### What you have to do:
All lines in the data bearing the string "font" should be identified and copied.

___ Material for this exercise

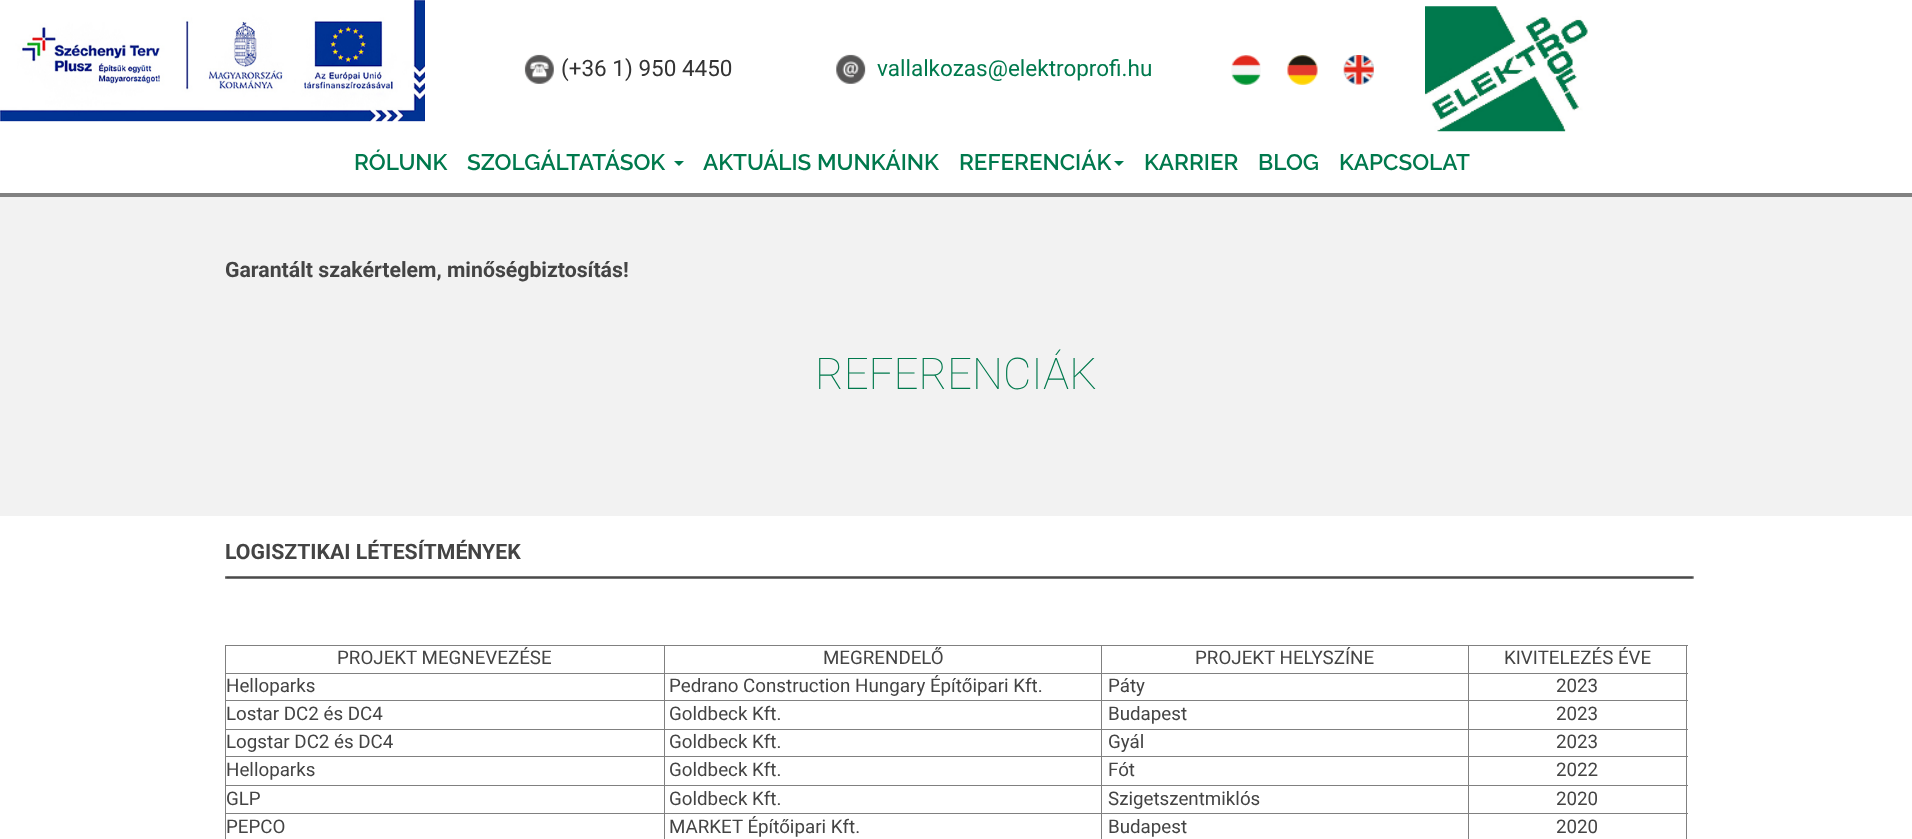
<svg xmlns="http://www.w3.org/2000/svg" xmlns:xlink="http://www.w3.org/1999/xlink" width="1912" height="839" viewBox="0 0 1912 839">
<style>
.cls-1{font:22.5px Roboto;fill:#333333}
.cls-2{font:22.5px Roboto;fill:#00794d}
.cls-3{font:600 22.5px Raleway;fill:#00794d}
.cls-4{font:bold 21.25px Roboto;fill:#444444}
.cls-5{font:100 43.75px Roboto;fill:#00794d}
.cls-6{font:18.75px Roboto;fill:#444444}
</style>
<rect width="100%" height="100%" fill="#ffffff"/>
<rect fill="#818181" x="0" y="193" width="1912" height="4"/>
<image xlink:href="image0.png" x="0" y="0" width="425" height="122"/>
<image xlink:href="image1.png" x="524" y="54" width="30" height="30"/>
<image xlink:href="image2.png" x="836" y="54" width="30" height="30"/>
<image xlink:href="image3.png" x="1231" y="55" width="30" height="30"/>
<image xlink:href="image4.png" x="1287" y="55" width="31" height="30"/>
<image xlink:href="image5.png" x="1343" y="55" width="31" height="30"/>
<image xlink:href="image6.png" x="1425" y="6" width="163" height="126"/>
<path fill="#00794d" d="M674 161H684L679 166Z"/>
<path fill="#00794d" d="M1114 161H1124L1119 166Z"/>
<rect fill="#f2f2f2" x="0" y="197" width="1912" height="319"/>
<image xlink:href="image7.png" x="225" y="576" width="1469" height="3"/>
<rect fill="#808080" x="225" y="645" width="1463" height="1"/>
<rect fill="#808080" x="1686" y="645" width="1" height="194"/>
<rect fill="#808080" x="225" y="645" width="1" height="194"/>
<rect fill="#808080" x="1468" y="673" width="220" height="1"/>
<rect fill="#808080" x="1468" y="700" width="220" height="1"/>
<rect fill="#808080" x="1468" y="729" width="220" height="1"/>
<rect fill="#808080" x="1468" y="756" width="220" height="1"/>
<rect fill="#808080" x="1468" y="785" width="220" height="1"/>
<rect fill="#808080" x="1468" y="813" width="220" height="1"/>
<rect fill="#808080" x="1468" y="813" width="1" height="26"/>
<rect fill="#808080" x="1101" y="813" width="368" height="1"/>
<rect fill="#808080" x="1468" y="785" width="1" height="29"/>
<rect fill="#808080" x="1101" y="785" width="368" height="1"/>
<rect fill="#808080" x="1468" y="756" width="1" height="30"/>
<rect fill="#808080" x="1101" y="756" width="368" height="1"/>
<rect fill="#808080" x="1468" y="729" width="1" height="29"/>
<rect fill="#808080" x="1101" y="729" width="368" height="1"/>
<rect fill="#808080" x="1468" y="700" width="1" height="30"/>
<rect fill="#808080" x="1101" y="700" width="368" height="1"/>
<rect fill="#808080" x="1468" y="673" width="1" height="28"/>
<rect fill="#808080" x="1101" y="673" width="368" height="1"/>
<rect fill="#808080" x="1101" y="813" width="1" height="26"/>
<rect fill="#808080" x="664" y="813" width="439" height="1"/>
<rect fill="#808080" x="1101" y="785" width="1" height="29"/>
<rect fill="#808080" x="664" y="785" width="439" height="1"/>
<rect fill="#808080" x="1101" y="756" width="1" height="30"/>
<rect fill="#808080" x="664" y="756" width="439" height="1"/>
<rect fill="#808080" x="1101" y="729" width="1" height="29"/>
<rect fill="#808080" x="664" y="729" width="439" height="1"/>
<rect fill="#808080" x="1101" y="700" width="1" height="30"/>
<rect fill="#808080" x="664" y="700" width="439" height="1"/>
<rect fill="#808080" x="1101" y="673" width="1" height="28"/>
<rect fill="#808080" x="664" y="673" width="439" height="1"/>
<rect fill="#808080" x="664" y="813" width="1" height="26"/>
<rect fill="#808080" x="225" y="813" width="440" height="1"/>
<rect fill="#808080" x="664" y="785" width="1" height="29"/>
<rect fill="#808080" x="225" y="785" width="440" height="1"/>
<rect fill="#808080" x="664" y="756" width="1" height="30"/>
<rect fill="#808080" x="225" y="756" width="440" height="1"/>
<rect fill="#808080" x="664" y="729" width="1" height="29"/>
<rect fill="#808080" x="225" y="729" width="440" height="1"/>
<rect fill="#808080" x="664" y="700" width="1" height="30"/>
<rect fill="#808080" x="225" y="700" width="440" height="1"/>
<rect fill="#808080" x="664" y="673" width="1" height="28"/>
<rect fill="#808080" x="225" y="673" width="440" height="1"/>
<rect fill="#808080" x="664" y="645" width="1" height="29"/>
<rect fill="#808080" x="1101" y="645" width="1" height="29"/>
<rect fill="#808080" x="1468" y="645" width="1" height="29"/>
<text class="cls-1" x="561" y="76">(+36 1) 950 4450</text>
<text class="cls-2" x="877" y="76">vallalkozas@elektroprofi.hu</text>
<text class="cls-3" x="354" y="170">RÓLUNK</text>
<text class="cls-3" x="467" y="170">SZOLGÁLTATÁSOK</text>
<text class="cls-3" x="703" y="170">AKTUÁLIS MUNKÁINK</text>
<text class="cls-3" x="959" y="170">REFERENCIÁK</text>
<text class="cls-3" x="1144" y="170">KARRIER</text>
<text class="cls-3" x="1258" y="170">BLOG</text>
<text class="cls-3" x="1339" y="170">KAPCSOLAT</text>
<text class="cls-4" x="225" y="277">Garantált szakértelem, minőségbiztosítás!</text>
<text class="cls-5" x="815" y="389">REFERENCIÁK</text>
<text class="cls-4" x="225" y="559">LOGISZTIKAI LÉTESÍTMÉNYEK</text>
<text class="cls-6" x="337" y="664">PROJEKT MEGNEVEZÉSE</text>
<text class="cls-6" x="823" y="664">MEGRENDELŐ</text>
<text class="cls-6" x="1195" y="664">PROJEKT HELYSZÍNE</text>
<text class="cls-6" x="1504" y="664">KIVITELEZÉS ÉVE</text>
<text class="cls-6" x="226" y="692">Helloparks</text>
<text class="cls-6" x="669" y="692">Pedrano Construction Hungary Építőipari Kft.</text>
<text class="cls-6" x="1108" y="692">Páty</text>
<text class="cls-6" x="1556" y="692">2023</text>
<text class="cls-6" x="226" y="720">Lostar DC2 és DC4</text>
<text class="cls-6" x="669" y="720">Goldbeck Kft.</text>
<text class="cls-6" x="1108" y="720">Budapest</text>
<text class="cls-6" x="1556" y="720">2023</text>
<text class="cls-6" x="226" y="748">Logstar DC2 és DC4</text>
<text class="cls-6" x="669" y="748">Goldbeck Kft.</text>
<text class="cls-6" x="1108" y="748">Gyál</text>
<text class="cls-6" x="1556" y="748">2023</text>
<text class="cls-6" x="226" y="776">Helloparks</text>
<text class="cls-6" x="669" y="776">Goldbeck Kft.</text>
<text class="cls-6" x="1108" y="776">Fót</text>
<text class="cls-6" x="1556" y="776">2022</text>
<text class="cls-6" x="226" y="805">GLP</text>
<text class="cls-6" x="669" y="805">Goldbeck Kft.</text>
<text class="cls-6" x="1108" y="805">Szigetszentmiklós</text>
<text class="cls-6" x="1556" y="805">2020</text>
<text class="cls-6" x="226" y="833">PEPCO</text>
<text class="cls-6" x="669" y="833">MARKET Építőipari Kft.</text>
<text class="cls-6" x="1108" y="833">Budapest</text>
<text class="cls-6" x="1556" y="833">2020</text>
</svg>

______

### Completed exercise:
.cls-1{font:22.5px Roboto;fill:#333333}
.cls-2{font:22.5px Roboto;fill:#00794d}
.cls-3{font:600 22.5px Raleway;fill:#00794d}
.cls-4{font:bold 21.25px Roboto;fill:#444444}
.cls-5{font:100 43.75px Roboto;fill:#00794d}
.cls-6{font:18.75px Roboto;fill:#444444}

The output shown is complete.